MATERIAL FOR THIS EXERCISE
+++

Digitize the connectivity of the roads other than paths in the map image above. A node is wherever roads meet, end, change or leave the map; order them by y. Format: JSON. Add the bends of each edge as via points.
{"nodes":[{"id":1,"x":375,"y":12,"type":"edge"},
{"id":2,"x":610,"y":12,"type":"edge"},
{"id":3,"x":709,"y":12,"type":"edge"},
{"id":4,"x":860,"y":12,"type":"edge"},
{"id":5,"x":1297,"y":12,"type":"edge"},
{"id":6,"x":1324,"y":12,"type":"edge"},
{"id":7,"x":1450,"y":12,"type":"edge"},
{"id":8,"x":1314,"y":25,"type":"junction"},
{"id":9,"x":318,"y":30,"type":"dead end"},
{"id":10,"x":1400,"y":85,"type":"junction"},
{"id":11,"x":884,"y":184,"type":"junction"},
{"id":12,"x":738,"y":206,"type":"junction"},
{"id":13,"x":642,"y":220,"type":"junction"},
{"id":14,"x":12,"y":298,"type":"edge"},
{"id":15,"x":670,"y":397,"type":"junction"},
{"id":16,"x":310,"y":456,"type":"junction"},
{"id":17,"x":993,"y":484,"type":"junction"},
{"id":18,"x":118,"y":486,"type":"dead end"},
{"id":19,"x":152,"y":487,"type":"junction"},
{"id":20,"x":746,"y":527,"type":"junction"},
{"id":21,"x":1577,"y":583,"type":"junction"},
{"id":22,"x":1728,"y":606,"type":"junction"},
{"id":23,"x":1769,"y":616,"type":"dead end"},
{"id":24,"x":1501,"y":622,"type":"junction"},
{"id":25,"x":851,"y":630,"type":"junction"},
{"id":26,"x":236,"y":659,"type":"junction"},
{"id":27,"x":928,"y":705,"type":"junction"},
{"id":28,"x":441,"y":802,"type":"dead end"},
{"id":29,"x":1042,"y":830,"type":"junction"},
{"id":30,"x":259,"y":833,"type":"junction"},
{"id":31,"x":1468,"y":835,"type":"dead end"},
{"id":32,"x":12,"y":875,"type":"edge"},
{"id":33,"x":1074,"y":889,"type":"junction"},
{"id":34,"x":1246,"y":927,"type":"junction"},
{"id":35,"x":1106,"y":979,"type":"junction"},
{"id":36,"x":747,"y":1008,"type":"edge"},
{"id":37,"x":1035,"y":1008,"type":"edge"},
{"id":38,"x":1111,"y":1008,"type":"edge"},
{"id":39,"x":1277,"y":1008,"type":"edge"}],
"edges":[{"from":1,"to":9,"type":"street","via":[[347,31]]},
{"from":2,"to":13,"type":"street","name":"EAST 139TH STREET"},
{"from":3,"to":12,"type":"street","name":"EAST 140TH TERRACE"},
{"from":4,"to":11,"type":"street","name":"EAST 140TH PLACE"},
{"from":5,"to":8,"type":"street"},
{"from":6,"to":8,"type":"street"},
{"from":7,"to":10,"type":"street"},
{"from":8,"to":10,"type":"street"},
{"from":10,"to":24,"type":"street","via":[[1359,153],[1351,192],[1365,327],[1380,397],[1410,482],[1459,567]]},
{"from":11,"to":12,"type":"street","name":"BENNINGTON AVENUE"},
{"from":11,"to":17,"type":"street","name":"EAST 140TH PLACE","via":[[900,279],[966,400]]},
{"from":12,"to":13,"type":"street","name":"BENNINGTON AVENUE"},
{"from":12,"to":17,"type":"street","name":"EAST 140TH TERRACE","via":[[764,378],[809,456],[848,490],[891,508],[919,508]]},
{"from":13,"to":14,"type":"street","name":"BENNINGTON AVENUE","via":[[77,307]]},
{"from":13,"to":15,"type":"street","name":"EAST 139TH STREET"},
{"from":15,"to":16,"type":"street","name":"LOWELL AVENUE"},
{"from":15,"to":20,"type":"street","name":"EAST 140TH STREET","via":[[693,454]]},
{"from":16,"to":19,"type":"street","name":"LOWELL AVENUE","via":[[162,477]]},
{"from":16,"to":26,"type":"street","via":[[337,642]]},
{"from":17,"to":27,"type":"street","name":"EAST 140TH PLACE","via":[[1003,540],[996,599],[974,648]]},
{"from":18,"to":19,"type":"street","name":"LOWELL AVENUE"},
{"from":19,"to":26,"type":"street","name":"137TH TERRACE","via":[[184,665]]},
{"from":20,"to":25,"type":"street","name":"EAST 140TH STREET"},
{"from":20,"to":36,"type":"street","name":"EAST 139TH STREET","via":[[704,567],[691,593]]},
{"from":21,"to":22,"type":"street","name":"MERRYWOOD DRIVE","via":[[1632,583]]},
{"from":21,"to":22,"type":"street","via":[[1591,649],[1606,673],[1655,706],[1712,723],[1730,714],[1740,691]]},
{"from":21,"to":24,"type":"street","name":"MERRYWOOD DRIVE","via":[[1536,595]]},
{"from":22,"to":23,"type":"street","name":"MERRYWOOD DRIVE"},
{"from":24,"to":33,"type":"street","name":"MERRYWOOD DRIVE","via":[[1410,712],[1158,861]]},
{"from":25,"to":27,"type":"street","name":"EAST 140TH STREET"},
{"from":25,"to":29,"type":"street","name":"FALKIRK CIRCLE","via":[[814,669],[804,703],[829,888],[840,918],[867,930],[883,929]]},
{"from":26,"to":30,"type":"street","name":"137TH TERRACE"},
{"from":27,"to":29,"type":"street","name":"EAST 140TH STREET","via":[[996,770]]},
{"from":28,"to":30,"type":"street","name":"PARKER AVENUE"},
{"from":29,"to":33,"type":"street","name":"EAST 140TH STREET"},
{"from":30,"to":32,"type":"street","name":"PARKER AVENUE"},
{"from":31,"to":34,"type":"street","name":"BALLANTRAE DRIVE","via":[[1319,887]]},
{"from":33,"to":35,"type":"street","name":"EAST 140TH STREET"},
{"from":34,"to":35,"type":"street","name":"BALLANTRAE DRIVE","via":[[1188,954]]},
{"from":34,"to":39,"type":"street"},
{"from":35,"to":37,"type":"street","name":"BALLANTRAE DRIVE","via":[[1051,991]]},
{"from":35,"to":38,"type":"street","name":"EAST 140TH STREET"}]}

+++

YOUR ASSIGNMENT
Only the lines holding the word "AVENUE" belong in the answer; copy them from the listing above.

YOUR RESPONSE
{"from":11,"to":12,"type":"street","name":"BENNINGTON AVENUE"},
{"from":12,"to":13,"type":"street","name":"BENNINGTON AVENUE"},
{"from":13,"to":14,"type":"street","name":"BENNINGTON AVENUE","via":[[77,307]]},
{"from":15,"to":16,"type":"street","name":"LOWELL AVENUE"},
{"from":16,"to":19,"type":"street","name":"LOWELL AVENUE","via":[[162,477]]},
{"from":18,"to":19,"type":"street","name":"LOWELL AVENUE"},
{"from":28,"to":30,"type":"street","name":"PARKER AVENUE"},
{"from":30,"to":32,"type":"street","name":"PARKER AVENUE"},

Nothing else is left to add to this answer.